## What the exercise asks
Could you transcribe each entry below exactly, minus the images?

Records contained in a dataset:
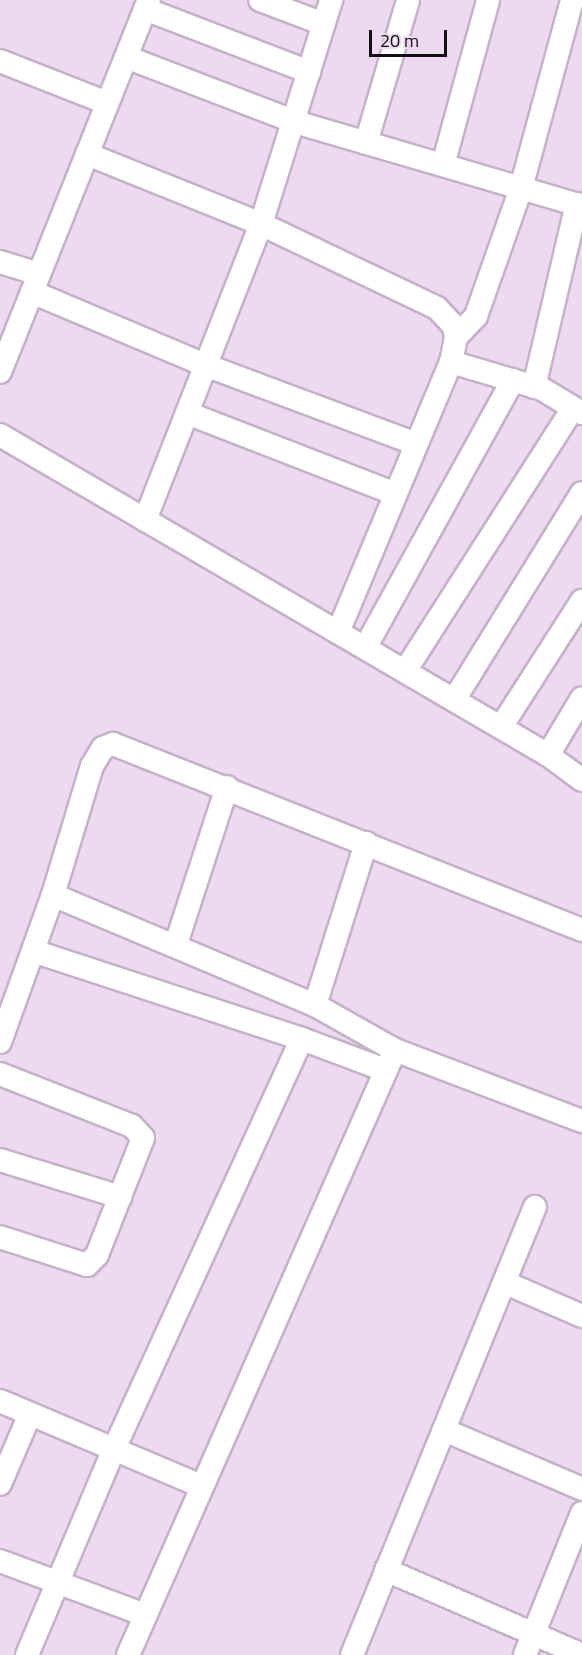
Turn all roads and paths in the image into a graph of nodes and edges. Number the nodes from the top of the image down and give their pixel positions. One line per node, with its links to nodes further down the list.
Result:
1 (260, 0): 7 (street)
2 (331, 0): 7 (street)
3 (408, 0): 13 (street)
4 (488, 0): 15 (street)
5 (572, 0): 16 (street)
6 (147, 5): 8 (street); 10 (street)
7 (324, 24): 10 (street)
8 (126, 57): 11 (street); 12 (street)
9 (0, 61): 11 (street)
10 (309, 72): 12 (street)
11 (107, 103): 14 (street)
12 (295, 122): 13 (street); 18 (street)
13 (366, 143): 15 (street)
14 (87, 154): 18 (street); 20 (street)
15 (443, 165): 16 (street)
16 (521, 188): 17 (street); 21 (street)
17 (580, 205): 25 (street)
18 (261, 224): 21 (street); 23 (street)
19 (0, 262): 20 (street)
20 (36, 283): 23 (street); 24 (street)
21 (456, 337): 22 (street)
22 (451, 362): 25 (street); 29 (street)
23 (206, 365): 27 (street); 29 (street)
24 (0, 372)
25 (524, 384): 26 (street); 35 (street)
26 (578, 411): 36 (street)
27 (187, 412): 31 (street); 32 (street)
28 (0, 435): 32 (street)
29 (416, 444): 31 (street)
30 (582, 493): 38 (street)
31 (396, 494): 34 (street)
32 (145, 520): 34 (street)
33 (582, 601): 39 (street)
34 (338, 632): 35 (street)
35 (365, 648): 36 (street)
36 (405, 671): 38 (street)
37 (582, 698): 40 (street)
38 (454, 700): 39 (street)
39 (501, 727): 40 (street)
40 (548, 754): 41 (street)
41 (582, 780)
42 (227, 788): 43 (street); 44 (street); 46 (street)
43 (366, 843): 45 (street); 48 (street)
44 (53, 895): 46 (street); 47 (street)
45 (582, 930)
46 (176, 944): 48 (street)
47 (33, 951): 49 (street); 50 (street)
48 (315, 1005): 51 (street)
49 (302, 1039): 51 (street); 63 (street)
50 (0, 1042)
51 (390, 1060): 53 (street); 65 (street)
52 (0, 1074): 55 (street)
53 (582, 1120)
54 (0, 1160): 55 (street)
55 (120, 1197): 57 (street)
56 (535, 1207): 58 (street)
57 (0, 1237)
58 (506, 1282): 59 (street); 62 (street)
59 (582, 1316)
60 (0, 1401): 61 (street)
61 (30, 1414): 63 (street); 64 (street)
62 (444, 1430): 66 (street); 69 (street)
63 (114, 1449): 65 (street); 70 (street)
64 (0, 1484)
65 (201, 1486): 71 (street)
66 (582, 1489)
67 (582, 1513): 72 (street)
68 (0, 1562): 70 (street)
69 (386, 1570): 72 (street); 75 (street)
70 (56, 1582): 71 (street); 73 (street)
71 (145, 1615): 74 (street)
72 (535, 1632): 76 (street); 77 (street)
73 (27, 1655)
74 (128, 1655)
75 (352, 1655)
76 (525, 1655)
77 (582, 1655)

## Solution for this problem
Turn all roads and paths in the image into a graph of nodes and edges. Number the nodes from the top of the image down and give their pixel positions. One line per node, with its links to nodes further down the list.
Result:
1 (260, 0): 7 (street)
2 (331, 0): 7 (street)
3 (408, 0): 13 (street)
4 (488, 0): 15 (street)
5 (572, 0): 16 (street)
6 (147, 5): 8 (street); 10 (street)
7 (324, 24): 10 (street)
8 (126, 57): 11 (street); 12 (street)
9 (0, 61): 11 (street)
10 (309, 72): 12 (street)
11 (107, 103): 14 (street)
12 (295, 122): 13 (street); 18 (street)
13 (366, 143): 15 (street)
14 (87, 154): 18 (street); 20 (street)
15 (443, 165): 16 (street)
16 (521, 188): 17 (street); 21 (street)
17 (580, 205): 25 (street)
18 (261, 224): 21 (street); 23 (street)
19 (0, 262): 20 (street)
20 (36, 283): 23 (street); 24 (street)
21 (456, 337): 22 (street)
22 (451, 362): 25 (street); 29 (street)
23 (206, 365): 27 (street); 29 (street)
24 (0, 372)
25 (524, 384): 26 (street); 35 (street)
26 (578, 411): 36 (street)
27 (187, 412): 31 (street); 32 (street)
28 (0, 435): 32 (street)
29 (416, 444): 31 (street)
30 (582, 493): 38 (street)
31 (396, 494): 34 (street)
32 (145, 520): 34 (street)
33 (582, 601): 39 (street)
34 (338, 632): 35 (street)
35 (365, 648): 36 (street)
36 (405, 671): 38 (street)
37 (582, 698): 40 (street)
38 (454, 700): 39 (street)
39 (501, 727): 40 (street)
40 (548, 754): 41 (street)
41 (582, 780)
42 (227, 788): 43 (street); 44 (street); 46 (street)
43 (366, 843): 45 (street); 48 (street)
44 (53, 895): 46 (street); 47 (street)
45 (582, 930)
46 (176, 944): 48 (street)
47 (33, 951): 49 (street); 50 (street)
48 (315, 1005): 51 (street)
49 (302, 1039): 51 (street); 63 (street)
50 (0, 1042)
51 (390, 1060): 53 (street); 65 (street)
52 (0, 1074): 55 (street)
53 (582, 1120)
54 (0, 1160): 55 (street)
55 (120, 1197): 57 (street)
56 (535, 1207): 58 (street)
57 (0, 1237)
58 (506, 1282): 59 (street); 62 (street)
59 (582, 1316)
60 (0, 1401): 61 (street)
61 (30, 1414): 63 (street); 64 (street)
62 (444, 1430): 66 (street); 69 (street)
63 (114, 1449): 65 (street); 70 (street)
64 (0, 1484)
65 (201, 1486): 71 (street)
66 (582, 1489)
67 (582, 1513): 72 (street)
68 (0, 1562): 70 (street)
69 (386, 1570): 72 (street); 75 (street)
70 (56, 1582): 71 (street); 73 (street)
71 (145, 1615): 74 (street)
72 (535, 1632): 76 (street); 77 (street)
73 (27, 1655)
74 (128, 1655)
75 (352, 1655)
76 (525, 1655)
77 (582, 1655)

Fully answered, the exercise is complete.